One-hundred seventy players were chosen before Darryl Ashmore’s name was uttered during this spring’s NFL draft--170 players with fine college pedigrees or blazing speed or behemoth proportions. Or, like Sean Gilbert, a healthy and wealthy blend of them all.
The 172nd pick in the draft was Ashmore, who at best has only loose bits and pieces of what the NFL wants in its athletes.
So as Gilbert, the team’s No. 1 pick, surged Thursday morning into his first Ram training camp practice with a $3.2-million bonus in pocket and the eyes of everyone on his 310-pound frame, Ashmore emerged as Gilbert’s reverse image.
Gilbert plays defense. Ashmore is a converted defensive lineman who is getting a shot to make the Rams as a backup offensive tackle.
Gilbert is a can’t-miss star from the tradition-rich, talent-laden University of Pittsburgh, where he left school a year early to get a head start in the NFL. Ashmore is a long-range project from endowment-rich, victory-poor Northwestern, where he spent five years enduring those 51-10 Ohio State blowouts.
Gilbert was the third pick overall. Ashmore was the Rams’ seventh-round pick.
Gilbert is almost 6 feet 5, has stunningly fast feet and a body like a tree trunk. Ashmore is almost 6-7, has huge, perhaps not so stunningly fast feet, a reconstructed knee, and a body more chiseled than chunky.
Gilbert is the kind of player coaches just wind up, drop into the middle of a defense, and expect mayhem. Ashmore is the kind of player that coaches coach every day, for years, hoping for down-the-road success.
But Ashmore might not have to look that far down the road.
“We’re just going to hope he can grasp enough things through the four preseason games and through training camp so he can be effective,” said Ram offensive line coach Jim Erkenbeck, suggesting that Ashmore might play this season.
“He would not be the first drafted guy that I coached that has come in and in the middle of the season taken over a starting job. The analogy would be (ninth-rounder) Kevin Gogan from (the University of) Washington who came in (to the Dallas Cowboys’ camp) in ’86, first game that Kevin played was against Reggie White, had an excellent game, we won the game.”
The Rams, with 38-year-old Jackie Slater and Gerald Perry as their starting tackles and not much experience behind them, are eagerly looking for depth and future starters at the spot.
With Ashmore’s potential dancing before their eyes, the Rams see him as someone who can eventually add 20 pounds to his 300-pound frame and step in as an NFL right tackle.
“They’re all fun to coach,” Erkenbeck said, “but he’s especially fun because you think if he becomes a player at his size, he’s going to be great.

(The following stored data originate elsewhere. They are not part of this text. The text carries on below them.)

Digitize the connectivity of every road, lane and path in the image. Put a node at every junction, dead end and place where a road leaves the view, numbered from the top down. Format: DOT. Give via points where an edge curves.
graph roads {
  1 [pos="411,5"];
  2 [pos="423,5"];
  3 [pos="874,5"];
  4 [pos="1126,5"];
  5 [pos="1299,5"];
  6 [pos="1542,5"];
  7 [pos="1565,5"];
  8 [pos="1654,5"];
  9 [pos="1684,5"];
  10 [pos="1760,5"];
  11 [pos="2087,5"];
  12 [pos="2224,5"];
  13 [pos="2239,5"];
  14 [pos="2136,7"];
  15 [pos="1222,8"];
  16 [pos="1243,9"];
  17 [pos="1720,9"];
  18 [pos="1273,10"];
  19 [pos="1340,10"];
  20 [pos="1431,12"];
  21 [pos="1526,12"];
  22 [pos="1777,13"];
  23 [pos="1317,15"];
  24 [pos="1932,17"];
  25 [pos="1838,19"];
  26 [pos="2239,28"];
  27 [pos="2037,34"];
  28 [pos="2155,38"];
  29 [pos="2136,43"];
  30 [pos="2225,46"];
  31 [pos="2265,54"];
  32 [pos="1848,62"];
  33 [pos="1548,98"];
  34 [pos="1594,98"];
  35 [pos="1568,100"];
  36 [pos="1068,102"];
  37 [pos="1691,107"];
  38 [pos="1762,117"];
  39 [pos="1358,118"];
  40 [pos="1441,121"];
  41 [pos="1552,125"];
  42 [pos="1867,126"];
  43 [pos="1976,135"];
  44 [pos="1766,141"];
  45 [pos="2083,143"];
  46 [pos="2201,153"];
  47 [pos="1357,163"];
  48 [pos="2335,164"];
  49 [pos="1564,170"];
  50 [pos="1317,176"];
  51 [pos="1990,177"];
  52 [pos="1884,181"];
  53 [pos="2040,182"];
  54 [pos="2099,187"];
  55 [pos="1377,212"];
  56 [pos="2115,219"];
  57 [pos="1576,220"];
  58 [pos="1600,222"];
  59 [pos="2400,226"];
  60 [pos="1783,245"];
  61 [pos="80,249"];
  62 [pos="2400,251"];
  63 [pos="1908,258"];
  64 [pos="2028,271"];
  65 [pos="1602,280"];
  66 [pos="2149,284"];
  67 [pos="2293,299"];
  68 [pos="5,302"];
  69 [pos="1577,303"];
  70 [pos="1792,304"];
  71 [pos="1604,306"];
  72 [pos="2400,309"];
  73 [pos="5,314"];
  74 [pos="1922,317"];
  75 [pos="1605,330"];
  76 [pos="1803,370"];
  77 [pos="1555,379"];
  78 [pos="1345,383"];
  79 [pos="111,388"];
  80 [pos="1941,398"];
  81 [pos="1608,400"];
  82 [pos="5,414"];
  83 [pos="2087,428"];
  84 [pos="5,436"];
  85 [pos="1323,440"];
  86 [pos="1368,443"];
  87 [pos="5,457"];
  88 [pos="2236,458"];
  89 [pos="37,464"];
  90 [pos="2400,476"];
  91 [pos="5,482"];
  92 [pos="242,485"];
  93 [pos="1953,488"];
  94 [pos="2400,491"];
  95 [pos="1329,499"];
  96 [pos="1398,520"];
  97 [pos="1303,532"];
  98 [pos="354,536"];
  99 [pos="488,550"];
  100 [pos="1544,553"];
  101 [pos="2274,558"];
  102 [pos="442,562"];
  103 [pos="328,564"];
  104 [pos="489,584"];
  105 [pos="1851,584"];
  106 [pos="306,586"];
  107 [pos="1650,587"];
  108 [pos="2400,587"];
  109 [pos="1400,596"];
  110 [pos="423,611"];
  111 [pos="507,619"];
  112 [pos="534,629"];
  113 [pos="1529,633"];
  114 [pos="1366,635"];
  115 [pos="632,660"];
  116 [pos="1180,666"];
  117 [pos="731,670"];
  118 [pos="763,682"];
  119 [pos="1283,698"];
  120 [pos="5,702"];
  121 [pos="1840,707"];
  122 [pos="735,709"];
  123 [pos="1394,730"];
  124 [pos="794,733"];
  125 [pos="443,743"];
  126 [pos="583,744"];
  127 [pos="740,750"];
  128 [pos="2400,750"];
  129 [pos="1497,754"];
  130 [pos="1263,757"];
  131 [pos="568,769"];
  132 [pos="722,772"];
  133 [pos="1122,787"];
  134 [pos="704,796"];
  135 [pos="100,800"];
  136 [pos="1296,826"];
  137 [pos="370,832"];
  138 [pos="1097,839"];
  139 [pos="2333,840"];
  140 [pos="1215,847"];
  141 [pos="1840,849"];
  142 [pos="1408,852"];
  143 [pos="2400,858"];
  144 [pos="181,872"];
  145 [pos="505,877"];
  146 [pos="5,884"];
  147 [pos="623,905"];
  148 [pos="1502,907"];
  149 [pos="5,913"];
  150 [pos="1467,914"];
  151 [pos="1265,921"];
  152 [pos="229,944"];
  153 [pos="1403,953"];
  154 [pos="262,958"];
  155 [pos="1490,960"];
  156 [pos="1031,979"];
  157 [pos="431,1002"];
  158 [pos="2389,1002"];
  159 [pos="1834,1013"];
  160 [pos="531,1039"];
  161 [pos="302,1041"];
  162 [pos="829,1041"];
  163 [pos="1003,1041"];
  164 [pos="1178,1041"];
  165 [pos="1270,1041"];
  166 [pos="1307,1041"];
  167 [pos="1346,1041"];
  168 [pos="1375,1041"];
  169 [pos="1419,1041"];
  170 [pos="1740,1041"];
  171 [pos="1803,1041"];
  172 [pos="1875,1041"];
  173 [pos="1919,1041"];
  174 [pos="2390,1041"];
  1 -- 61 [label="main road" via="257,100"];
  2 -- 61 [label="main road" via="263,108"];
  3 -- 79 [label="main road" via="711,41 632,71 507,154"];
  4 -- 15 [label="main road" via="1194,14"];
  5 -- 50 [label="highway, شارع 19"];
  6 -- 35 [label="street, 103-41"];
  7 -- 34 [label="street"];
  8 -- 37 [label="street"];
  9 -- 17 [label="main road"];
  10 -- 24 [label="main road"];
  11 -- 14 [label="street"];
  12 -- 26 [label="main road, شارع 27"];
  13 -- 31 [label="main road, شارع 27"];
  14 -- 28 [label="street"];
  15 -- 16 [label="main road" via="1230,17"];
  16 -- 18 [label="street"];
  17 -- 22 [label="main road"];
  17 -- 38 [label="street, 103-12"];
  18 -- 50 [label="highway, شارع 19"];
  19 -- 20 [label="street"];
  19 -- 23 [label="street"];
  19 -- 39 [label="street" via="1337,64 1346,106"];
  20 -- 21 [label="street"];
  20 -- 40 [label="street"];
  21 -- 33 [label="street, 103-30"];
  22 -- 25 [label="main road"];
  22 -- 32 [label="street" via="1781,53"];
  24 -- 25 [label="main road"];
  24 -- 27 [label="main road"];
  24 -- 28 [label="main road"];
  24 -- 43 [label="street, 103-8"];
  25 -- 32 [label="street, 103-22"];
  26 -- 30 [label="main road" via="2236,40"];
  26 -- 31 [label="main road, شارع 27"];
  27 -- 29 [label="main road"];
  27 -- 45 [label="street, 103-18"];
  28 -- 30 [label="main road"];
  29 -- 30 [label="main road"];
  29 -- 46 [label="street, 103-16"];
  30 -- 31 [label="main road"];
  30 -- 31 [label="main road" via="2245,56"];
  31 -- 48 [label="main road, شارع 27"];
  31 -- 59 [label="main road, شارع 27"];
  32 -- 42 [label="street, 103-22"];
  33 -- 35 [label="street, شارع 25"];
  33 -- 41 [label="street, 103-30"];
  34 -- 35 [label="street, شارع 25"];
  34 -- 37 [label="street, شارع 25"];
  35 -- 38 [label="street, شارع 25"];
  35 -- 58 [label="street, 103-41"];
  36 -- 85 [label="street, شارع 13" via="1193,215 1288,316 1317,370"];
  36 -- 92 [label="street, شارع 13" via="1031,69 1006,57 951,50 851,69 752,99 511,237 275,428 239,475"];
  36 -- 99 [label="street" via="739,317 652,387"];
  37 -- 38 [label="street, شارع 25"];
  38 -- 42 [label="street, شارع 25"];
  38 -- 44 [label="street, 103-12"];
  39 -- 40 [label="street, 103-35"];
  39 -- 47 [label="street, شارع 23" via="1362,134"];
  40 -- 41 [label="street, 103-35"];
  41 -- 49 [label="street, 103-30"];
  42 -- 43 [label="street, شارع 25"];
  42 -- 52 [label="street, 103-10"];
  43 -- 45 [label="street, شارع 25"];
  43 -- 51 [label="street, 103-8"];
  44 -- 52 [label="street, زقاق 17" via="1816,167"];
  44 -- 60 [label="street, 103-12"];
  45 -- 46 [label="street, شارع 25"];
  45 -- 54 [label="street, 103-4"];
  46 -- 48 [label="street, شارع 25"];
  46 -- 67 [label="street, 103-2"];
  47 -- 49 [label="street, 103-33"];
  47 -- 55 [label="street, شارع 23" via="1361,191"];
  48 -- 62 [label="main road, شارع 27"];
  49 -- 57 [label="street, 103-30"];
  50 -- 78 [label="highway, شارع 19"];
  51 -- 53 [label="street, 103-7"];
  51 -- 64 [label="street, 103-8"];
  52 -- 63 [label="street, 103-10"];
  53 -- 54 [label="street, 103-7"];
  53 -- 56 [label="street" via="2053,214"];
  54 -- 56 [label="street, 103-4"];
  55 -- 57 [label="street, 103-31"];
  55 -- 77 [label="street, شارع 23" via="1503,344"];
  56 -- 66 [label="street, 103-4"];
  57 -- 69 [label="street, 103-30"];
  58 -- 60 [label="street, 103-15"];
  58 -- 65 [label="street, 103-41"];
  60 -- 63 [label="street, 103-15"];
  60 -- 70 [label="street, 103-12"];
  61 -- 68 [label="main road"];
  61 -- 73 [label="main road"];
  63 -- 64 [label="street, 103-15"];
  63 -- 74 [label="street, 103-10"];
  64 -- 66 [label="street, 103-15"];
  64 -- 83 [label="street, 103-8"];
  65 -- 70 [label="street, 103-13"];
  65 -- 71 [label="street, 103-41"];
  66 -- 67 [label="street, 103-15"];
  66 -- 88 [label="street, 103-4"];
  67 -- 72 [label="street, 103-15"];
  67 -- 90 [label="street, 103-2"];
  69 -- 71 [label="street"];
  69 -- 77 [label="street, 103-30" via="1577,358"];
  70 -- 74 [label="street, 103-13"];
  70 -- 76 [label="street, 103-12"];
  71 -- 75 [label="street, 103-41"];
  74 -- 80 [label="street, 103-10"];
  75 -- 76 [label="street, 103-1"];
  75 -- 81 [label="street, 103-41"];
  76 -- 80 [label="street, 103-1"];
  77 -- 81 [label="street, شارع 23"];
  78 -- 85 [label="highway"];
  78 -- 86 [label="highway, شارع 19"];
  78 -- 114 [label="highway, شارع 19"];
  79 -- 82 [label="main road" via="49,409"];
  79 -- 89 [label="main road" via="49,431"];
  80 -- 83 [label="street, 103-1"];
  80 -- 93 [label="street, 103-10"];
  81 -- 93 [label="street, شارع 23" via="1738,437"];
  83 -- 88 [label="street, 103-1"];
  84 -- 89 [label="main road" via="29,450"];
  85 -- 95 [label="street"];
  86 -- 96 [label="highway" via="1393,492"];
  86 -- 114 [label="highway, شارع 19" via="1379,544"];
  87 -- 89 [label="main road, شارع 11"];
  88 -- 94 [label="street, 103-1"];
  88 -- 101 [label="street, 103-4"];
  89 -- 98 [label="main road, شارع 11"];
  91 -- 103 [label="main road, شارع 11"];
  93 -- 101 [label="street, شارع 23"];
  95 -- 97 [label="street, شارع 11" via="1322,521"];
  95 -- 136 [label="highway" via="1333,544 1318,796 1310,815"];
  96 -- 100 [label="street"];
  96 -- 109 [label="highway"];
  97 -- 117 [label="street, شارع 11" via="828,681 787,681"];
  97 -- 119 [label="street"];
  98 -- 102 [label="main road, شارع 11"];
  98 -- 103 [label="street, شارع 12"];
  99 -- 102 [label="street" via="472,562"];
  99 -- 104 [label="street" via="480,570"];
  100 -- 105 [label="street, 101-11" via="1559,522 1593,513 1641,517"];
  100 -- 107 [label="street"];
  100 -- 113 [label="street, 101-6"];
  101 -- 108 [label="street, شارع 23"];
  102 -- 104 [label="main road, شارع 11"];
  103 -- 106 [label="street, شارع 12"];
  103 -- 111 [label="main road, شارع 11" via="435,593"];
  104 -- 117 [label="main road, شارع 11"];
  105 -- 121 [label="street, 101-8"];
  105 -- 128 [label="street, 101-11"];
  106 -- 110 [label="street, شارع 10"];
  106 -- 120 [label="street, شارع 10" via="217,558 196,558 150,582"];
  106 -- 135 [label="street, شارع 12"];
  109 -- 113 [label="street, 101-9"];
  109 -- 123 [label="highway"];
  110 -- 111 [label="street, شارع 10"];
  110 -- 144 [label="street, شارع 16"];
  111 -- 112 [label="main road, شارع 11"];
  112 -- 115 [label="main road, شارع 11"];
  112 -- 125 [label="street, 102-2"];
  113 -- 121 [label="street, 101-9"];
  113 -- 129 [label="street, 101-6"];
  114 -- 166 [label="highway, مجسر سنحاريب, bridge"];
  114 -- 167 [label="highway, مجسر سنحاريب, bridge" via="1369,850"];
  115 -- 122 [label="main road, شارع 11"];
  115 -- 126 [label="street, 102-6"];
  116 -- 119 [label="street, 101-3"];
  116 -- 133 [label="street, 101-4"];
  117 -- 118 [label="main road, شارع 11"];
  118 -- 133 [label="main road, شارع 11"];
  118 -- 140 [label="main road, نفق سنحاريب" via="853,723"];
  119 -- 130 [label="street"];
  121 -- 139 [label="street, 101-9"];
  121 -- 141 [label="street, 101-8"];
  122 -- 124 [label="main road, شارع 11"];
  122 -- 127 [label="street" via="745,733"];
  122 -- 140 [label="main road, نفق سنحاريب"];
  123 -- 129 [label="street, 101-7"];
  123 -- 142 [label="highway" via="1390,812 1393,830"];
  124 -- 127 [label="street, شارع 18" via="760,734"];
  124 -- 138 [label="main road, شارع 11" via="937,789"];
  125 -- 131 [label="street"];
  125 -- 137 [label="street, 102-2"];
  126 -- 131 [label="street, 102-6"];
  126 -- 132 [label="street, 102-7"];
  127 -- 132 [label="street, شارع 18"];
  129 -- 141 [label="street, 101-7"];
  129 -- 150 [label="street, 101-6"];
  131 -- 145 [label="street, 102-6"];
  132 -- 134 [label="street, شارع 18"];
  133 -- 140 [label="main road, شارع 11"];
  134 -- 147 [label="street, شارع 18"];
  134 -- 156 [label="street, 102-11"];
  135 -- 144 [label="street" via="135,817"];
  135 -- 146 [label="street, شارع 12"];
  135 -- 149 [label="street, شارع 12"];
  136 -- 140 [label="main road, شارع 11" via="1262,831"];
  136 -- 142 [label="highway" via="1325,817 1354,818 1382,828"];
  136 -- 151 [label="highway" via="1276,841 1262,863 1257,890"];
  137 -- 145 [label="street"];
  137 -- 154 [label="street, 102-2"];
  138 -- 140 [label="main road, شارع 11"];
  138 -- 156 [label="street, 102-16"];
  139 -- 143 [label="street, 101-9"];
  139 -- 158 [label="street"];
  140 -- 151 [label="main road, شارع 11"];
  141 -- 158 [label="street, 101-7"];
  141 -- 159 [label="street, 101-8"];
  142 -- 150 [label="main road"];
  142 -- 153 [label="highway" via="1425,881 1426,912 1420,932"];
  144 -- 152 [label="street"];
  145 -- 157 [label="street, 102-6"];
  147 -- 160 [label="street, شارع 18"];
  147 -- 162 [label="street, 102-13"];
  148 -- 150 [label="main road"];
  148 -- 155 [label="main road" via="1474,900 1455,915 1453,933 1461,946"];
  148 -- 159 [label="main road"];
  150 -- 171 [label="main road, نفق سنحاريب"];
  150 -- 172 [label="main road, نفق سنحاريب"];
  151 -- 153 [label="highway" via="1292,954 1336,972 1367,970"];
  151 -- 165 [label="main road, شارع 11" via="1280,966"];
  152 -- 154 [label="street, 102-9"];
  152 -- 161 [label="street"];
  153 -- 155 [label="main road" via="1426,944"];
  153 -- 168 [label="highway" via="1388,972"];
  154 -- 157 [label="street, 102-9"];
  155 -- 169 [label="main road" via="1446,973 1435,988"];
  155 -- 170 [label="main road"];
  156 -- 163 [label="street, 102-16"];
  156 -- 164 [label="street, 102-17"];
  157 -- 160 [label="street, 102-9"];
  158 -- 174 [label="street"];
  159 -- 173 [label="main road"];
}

“This is a guy that looks like he’s going to be able to progress and become a good football player. I think he can pass-block and I know he can run-block. He’s got a lot of tools. There’s some things, of course, he needs to experience, but I feel very, very comfortable with him there.”
Ashmore said the reason he decided to attend Northwestern and bypass a chance to go to Auburn or to other Big Ten schools was the opportunity to play defense.
After two years on defense and two years battling back from a knee injury, he was convinced he had to devote his final year of eligibility to the offensive line.
“I think I was definitely an offensive personality from the get-go,” Ashmore said. “I was a good D-lineman, but I was an overachiever on D-line.
“I think I’m a prototype offensive lineman right now--tall, rangy and I’ve got a little weight under me.”
In his final year at Northwestern, his first at tackle, the team went 3-8, his coach, Francis Peay, was fired, and Ashmore had finished his college career without coming close to a winning season.
“It was really tough,” Ashmore said, specifically referring to the weekly blowouts the Wildcats suffered. “You never get used to them. You just wish you were somewhere else the next day. But you’ve got to go out there and practice the next week and gear it up. Basically just go all out the next week.”
The one tradition Northwestern does have, however, is being able to produce one NFL offensive lineman a decade. In the ‘80s, Chris Hinton, a converted tight end, was a first-round pick in 1983 and is still going strong for the Atlanta Falcons.
Ram Coach Chuck Knox, a former offensive line coach, said after Thursday’s two practices that although he didn’t want to rush to judgment on Ashmore, he saw plenty to like. He did point out that Ashmore needs to refine his pass-blocking to be effective in the NFL.
“Right now, he’s a little raw and everything,” said Ram defensive end Robert Young after going up against Ashmore several times Thursday morning.
“But I’m pretty sure in a few more practices, he’ll be one of the top contenders on the field. I went against him a little bit at mini-camp and he had all the tools of being a great player.
“I have respect for him, because there’s not too many offensive linemen who have come out like him. He’s no slouch, no way.”